EVIDENCE_ANALYSIS_DIR = PROCESSED_DIR / "evidence-profiles" / "analysis"

# ---- Altair configuration ----
alt.data_transformers.enable("default", max_rows=None)
alt.themes.enable("default")

print(f"Project root: {PROJECT_ROOT}")
print(f"Overall stats directory: {OVERALL_STATS_DIR}")
print(f"Trait analysis directory: {TRAIT_ANALYSIS_DIR}")
print(f"Evidence analysis directory: {EVIDENCE_ANALYSIS_DIR}")

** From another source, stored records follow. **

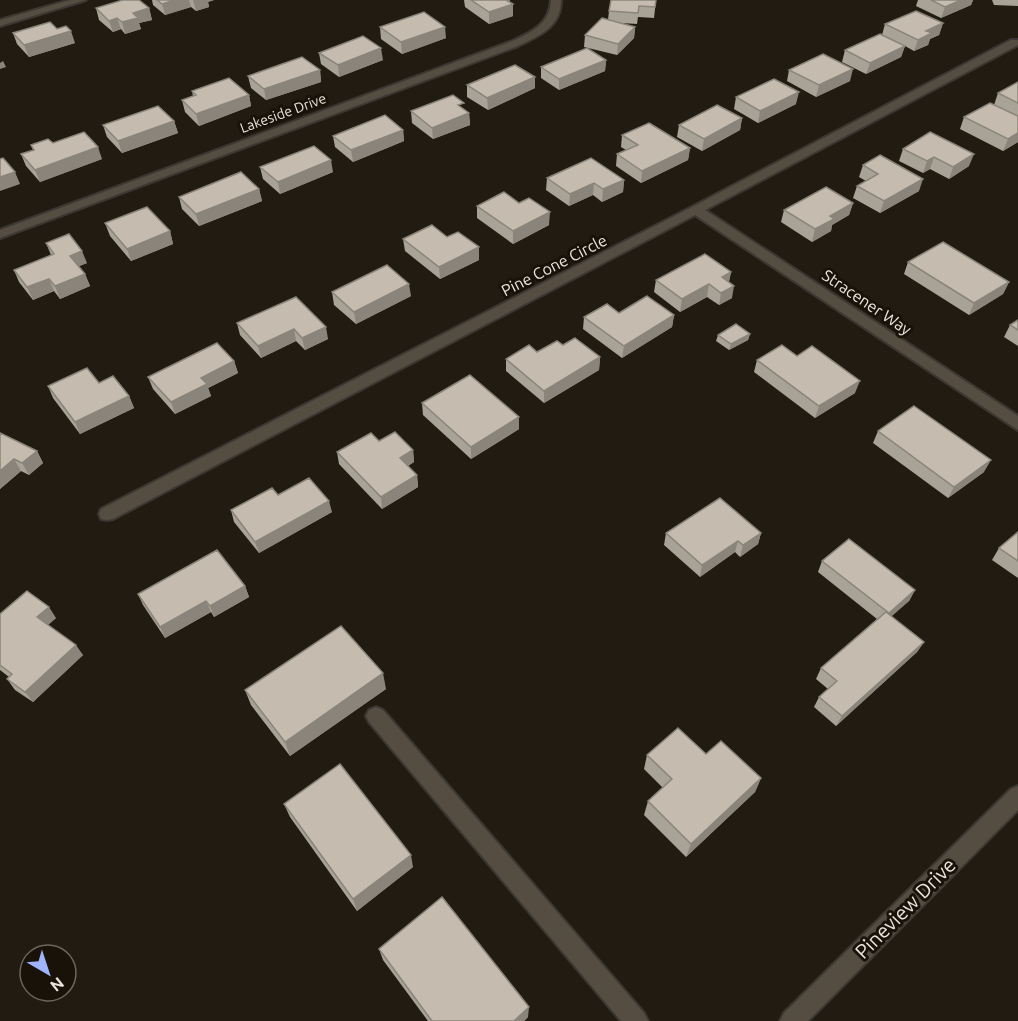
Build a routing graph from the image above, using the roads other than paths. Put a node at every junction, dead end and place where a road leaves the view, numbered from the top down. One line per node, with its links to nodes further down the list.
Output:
1 (81, 0): 3 (street)
2 (556, 0): 6 (street, Lakeside Drive)
3 (0, 23)
4 (1015, 42): 5 (street, Pine Cone Circle)
5 (696, 210): 7 (street, Stracener Way); 8 (street, Pine Cone Circle)
6 (0, 234)
7 (1018, 424)
8 (108, 514)
9 (376, 716): 11 (street)
10 (1018, 796): 12 (street, Pineview Drive)
11 (636, 1021)
12 (792, 1021)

## Data Loading and Validation

In [None]:
def load_csv_with_check(filepath: Path, description: str) -> pd.DataFrame:
    """Load CSV file with existence check and error message.
    
    Args:
        filepath: Path to CSV file
        description: Human-readable description for error message
    
    Returns:
        Loaded DataFrame
    
    Raises:
        FileNotFoundError: If file does not exist
    """
    if not filepath.exists():
        raise FileNotFoundError(
            f"{description} not found: {filepath}\n"
            "Run 'just generate-all-summary-stats' in the processing "
            "directory first."
        )
    return pd.read_csv(filepath)

print("Loading data files...")

In [None]:
# ---- Overall database statistics ----
db_summary = load_csv_with_check(
    OVERALL_STATS_DIR / "database-summary.csv",
    "Database summary"
)
model_stats = load_csv_with_check(
    OVERALL_STATS_DIR / "model-statistics.csv",
    "Model statistics"
)
journal_stats = load_csv_with_check(
    OVERALL_STATS_DIR / "journal-statistics.csv",
    "Journal statistics"
)

print("Loaded overall database statistics")
print(f"  - Database summary: {len(db_summary)} rows")
print(f"  - Model statistics: {len(model_stats)} models")
print(f"  - Journal statistics: {len(journal_stats)} journals")

In [None]:
# ---- Trait profile statistics ----
trait_summary = load_csv_with_check(
    TRAIT_ANALYSIS_DIR / "summary-stats-by-model.csv",
    "Trait profile summary"
)
trait_similarity_dist = load_csv_with_check(
    TRAIT_ANALYSIS_DIR / "similarity-distributions.csv",
    "Trait similarity distributions"
)
trait_metric_corr = load_csv_with_check(
    TRAIT_ANALYSIS_DIR / "metric-correlations.csv",
    "Trait metric correlations"
)
trait_count_dist = load_csv_with_check(
    TRAIT_ANALYSIS_DIR / "trait-count-distributions.csv",
    "Trait count distributions"
)

print("\nLoaded trait profile statistics")
print(f"  - Summary by model: {len(trait_summary)} models")
print(f"  - Similarity distributions: {len(trait_similarity_dist)} records")
print(f"  - Metric correlations: {len(trait_metric_corr)} records")
print(f"  - Trait count distributions: {len(trait_count_dist)} records")

In [None]:
# ---- Evidence profile statistics ----
evidence_summary = load_csv_with_check(
    EVIDENCE_ANALYSIS_DIR / "summary-stats-by-model.csv",
    "Evidence profile summary"
)
evidence_similarity_dist = load_csv_with_check(
    EVIDENCE_ANALYSIS_DIR / "similarity-distributions.csv",
    "Evidence similarity distributions"
)
evidence_completeness = load_csv_with_check(
    EVIDENCE_ANALYSIS_DIR / "completeness-by-model.csv",
    "Evidence completeness by model"
)
evidence_matched_pairs = load_csv_with_check(
    EVIDENCE_ANALYSIS_DIR / "matched-pairs-distribution.csv",
    "Evidence matched pairs distribution"
)

print("\nLoaded evidence profile statistics")
print(f"  - Summary by model: {len(evidence_summary)} models")
print(f"  - Similarity distributions: {len(evidence_similarity_dist)} records")
print(f"  - Completeness by model: {len(evidence_completeness)} records")
print(f"  - Matched pairs: {len(evidence_matched_pairs)} records")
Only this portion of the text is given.